Data supplied:

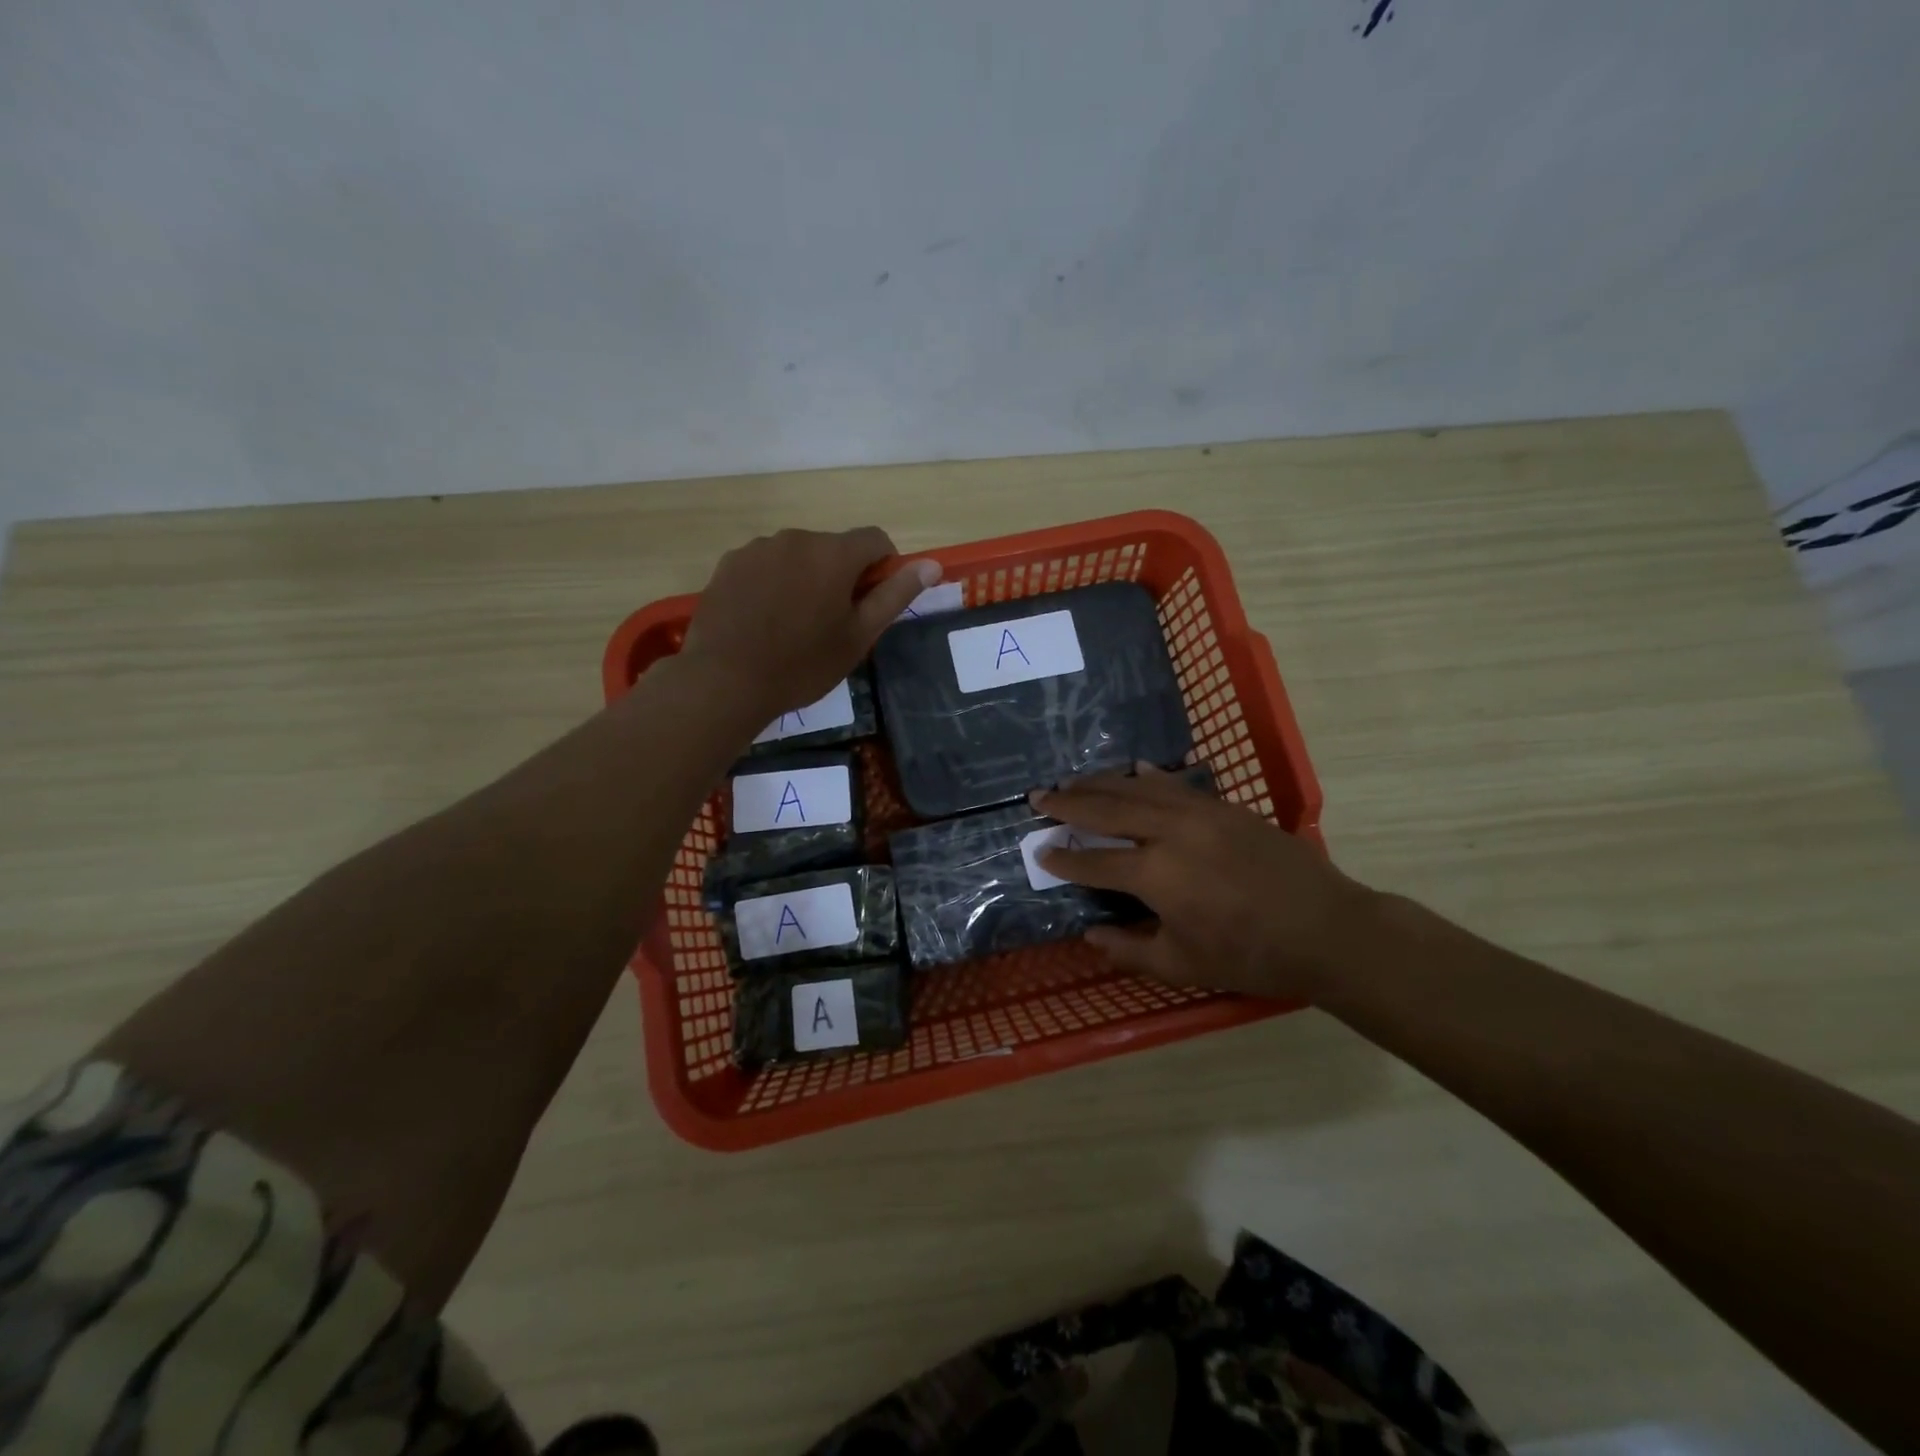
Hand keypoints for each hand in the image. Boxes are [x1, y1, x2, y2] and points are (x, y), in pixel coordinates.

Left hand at [681, 526, 939, 724]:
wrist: (726, 681)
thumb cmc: (803, 664)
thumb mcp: (859, 636)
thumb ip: (896, 595)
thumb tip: (932, 564)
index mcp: (834, 553)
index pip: (875, 539)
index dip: (883, 567)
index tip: (871, 602)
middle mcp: (796, 538)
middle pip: (833, 548)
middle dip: (840, 576)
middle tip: (831, 623)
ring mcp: (758, 548)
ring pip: (797, 556)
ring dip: (805, 578)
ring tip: (792, 624)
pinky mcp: (729, 564)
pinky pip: (765, 565)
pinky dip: (773, 583)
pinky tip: (763, 620)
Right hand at [1032, 766, 1378, 1000]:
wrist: (1328, 929)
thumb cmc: (1253, 956)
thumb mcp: (1185, 965)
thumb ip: (1131, 950)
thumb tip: (1091, 934)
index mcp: (1156, 876)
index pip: (1094, 862)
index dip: (1064, 859)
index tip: (1039, 851)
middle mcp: (1171, 833)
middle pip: (1108, 810)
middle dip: (1069, 803)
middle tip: (1038, 796)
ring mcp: (1200, 813)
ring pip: (1138, 788)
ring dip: (1101, 783)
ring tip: (1072, 781)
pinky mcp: (1225, 807)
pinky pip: (1176, 784)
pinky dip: (1149, 777)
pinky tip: (1134, 770)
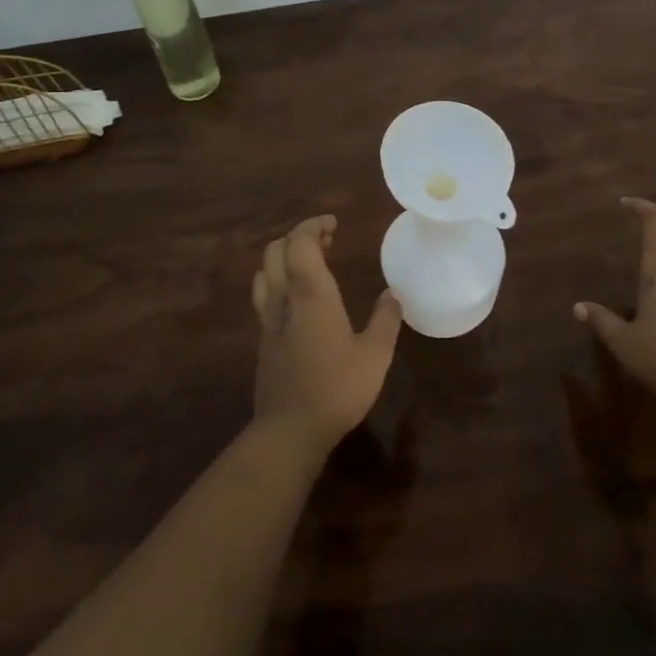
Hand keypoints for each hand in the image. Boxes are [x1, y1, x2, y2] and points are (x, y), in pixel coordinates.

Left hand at [251, 215, 402, 454]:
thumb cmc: (337, 387)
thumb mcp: (375, 355)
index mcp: (311, 293)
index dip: (313, 226)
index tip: (333, 224)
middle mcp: (284, 299)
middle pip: (276, 251)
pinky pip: (264, 297)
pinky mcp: (263, 342)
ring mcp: (268, 321)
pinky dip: (278, 283)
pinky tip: (298, 302)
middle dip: (298, 238)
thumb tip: (392, 295)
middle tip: (325, 241)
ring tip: (308, 265)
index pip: (301, 242)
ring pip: (264, 273)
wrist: (290, 431)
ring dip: (283, 259)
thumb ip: (384, 320)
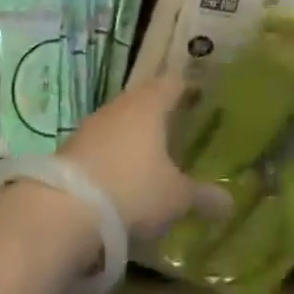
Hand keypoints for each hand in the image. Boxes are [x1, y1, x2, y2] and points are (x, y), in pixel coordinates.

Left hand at [60, 74, 233, 239]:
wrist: (63, 210)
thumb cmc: (133, 190)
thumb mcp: (176, 198)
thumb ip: (203, 196)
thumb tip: (230, 203)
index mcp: (150, 104)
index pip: (173, 83)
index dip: (188, 89)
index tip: (201, 98)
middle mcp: (120, 106)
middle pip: (145, 100)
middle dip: (161, 113)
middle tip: (179, 127)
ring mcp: (91, 126)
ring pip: (121, 122)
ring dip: (135, 135)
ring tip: (152, 155)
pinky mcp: (71, 150)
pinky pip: (101, 145)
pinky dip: (114, 155)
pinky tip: (121, 177)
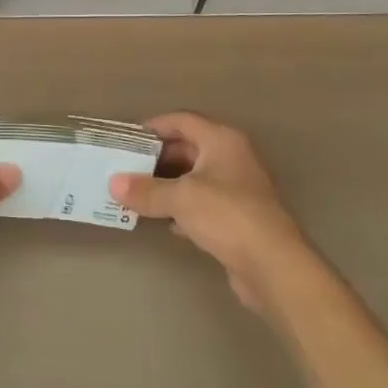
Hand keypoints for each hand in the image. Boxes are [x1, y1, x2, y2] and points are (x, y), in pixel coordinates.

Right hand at [111, 111, 316, 315]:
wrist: (274, 266)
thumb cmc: (227, 215)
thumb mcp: (181, 198)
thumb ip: (146, 190)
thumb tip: (113, 184)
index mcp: (222, 140)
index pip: (182, 120)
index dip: (155, 126)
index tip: (128, 138)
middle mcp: (232, 158)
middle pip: (188, 148)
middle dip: (157, 159)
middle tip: (126, 168)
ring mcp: (238, 189)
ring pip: (195, 178)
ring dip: (168, 185)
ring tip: (136, 194)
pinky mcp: (238, 218)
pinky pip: (203, 204)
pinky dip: (182, 208)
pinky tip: (163, 221)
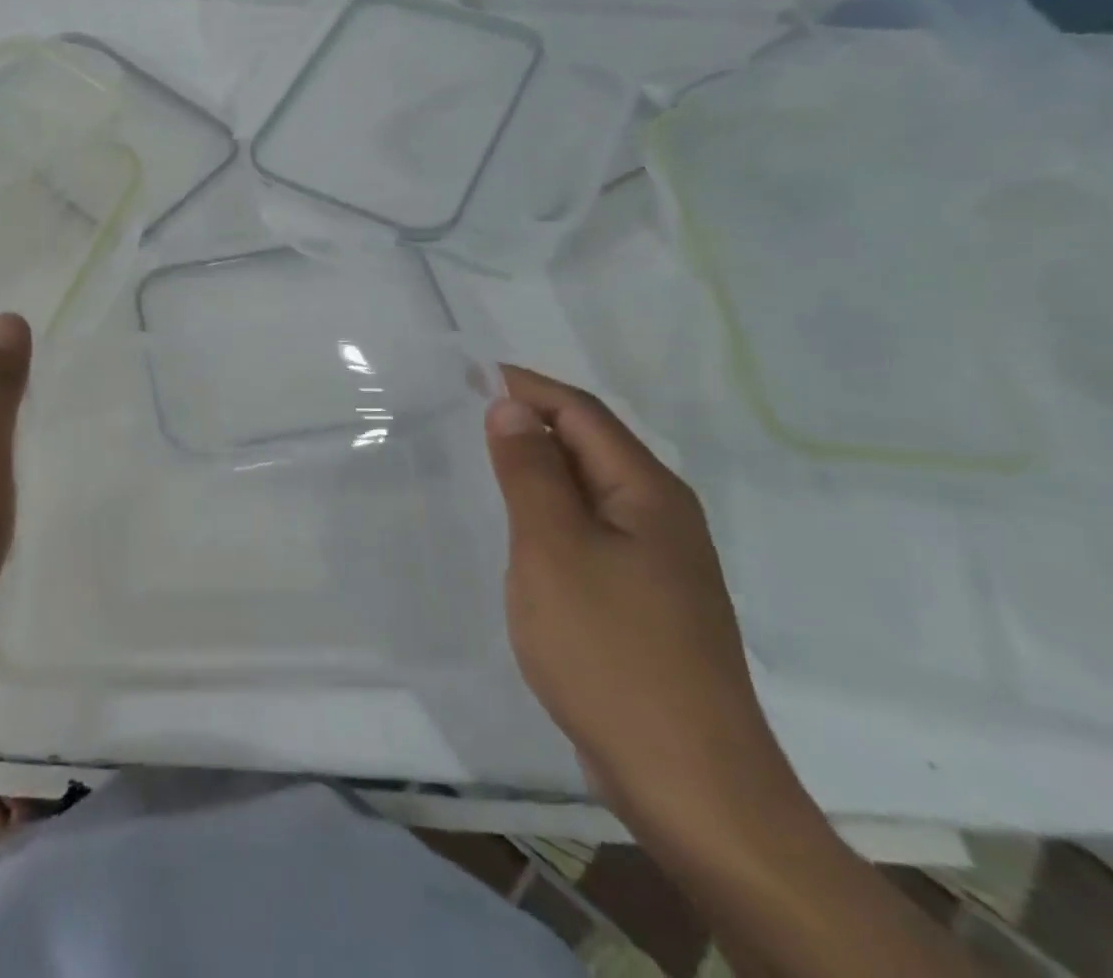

Your task: Copy out the data verbatim, with no pictures.

Expected output:
Hand keypoints for each hand in the image. Boxes are [x1, y1, x2, y2] and points are (x, y), in pixel coordinates.

Left hand at [681, 526, 939, 724]:
wrist: (726, 681)
thumb cmc: (803, 664)
thumb mcp: (859, 636)
thumb ip: (896, 595)
thumb tip: (932, 564)
index mcp: (834, 553)
index pip: (875, 539)
index dip: (883, 567)
index tip: (871, 602)
middle mcp: (796, 538)
middle pip: (833, 548)
middle dip: (840, 576)
middle tip: (831, 623)
ring mcp: (758, 548)
ring pip: (797, 556)
ring dip: (805, 578)
ring tip: (792, 624)
pinky mcp: (729, 564)
pinky pip: (765, 565)
pinky dip: (773, 583)
pinky tip: (763, 620)
Right hand at [1032, 766, 1378, 1000]:
wrist: (1328, 929)
thumb cmc: (1253, 956)
thumb mcp: (1185, 965)
thumb ip: (1131, 950)
thumb tip: (1091, 934)
index mcp: (1156, 876)
index pip: (1094, 862)
index dip: (1064, 859)
index tip: (1039, 851)
middle mcp: (1171, 833)
middle pip: (1108, 810)
middle dip: (1069, 803)
middle tip: (1038, 796)
ring mcp: (1200, 813)
ring pip: (1138, 788)
ring dip: (1101, 783)
ring tip: (1072, 781)
pinky mcp: (1225, 807)
pinky pip: (1176, 784)
pinky dip: (1149, 777)
pinky tip: (1134, 770)
Hand keypoints for each hand in the image. Boxes are [x1, y1, x2, y2] and points are (x, y), in pixel coordinates.

Left hand at [251, 215, 402, 454]:
thumb cmc: (337, 387)
thumb mcp: (375, 355)
index mcp: (311, 293)
index dip: (313, 226)
index tip: (333, 224)
middle mcp: (284, 299)
middle pip: (276, 251)
pinky pip: (264, 297)
pinky mcp: (263, 342)
ring mcp: (268, 321)
pinky dip: (278, 283)
pinky tip: (298, 302)
middle dip: (298, 238)
thumb tip: (392, 295)
middle tip: (325, 241)
ring tip: (308, 265)
index pip: (301, 242)
ring pip: (264, 273)
wrist: (290, 431)
ring dip: (283, 259)
thumb ip: (384, 320)
Hand keypoints for each hand in the image. Boxes are [x1, y1, x2, y2] and points are (x, y), in pixel coordinates.

Left hand at [60, 74, 233, 239]:
wrist: (63, 210)
thumb cmc: (133, 190)
thumb mcp: (176, 198)
thumb ip: (203, 196)
thumb tip: (230, 203)
index mcp: (150, 104)
index pip: (173, 83)
index dip: (188, 89)
index tip: (201, 98)
middle mcp: (120, 106)
middle pip: (145, 100)
middle dip: (161, 113)
middle tip: (179, 127)
ring mcp: (91, 126)
ring pip: (121, 122)
ring dip: (135, 135)
ring tip: (152, 155)
pinky mcp: (71, 150)
pinky pip: (101, 145)
pinky dip: (114, 155)
pinky tip: (121, 177)
Hand keypoints for each hand in the image. Boxes are [x1, y1, x2, y2] and points are (x, y), in pixel coordinates.

Right hand at [111, 111, 316, 315]:
wrist: (274, 266)
thumb cmc: (227, 215)
thumb mcp: (181, 198)
thumb ip: (146, 190)
thumb tip: (113, 184)
index mcp: (222, 140)
index pip: (182, 120)
index dip: (155, 126)
index tip: (128, 138)
middle mcp: (232, 158)
middle pip: (188, 148)
middle dip: (157, 159)
middle tip: (126, 168)
ring mcp: (238, 189)
ring pip: (195, 178)
ring dip: (168, 185)
ring tip: (136, 194)
pinky mcp: (238, 218)
pinky pip: (203, 204)
pinky dip: (182, 208)
pinky tip: (163, 221)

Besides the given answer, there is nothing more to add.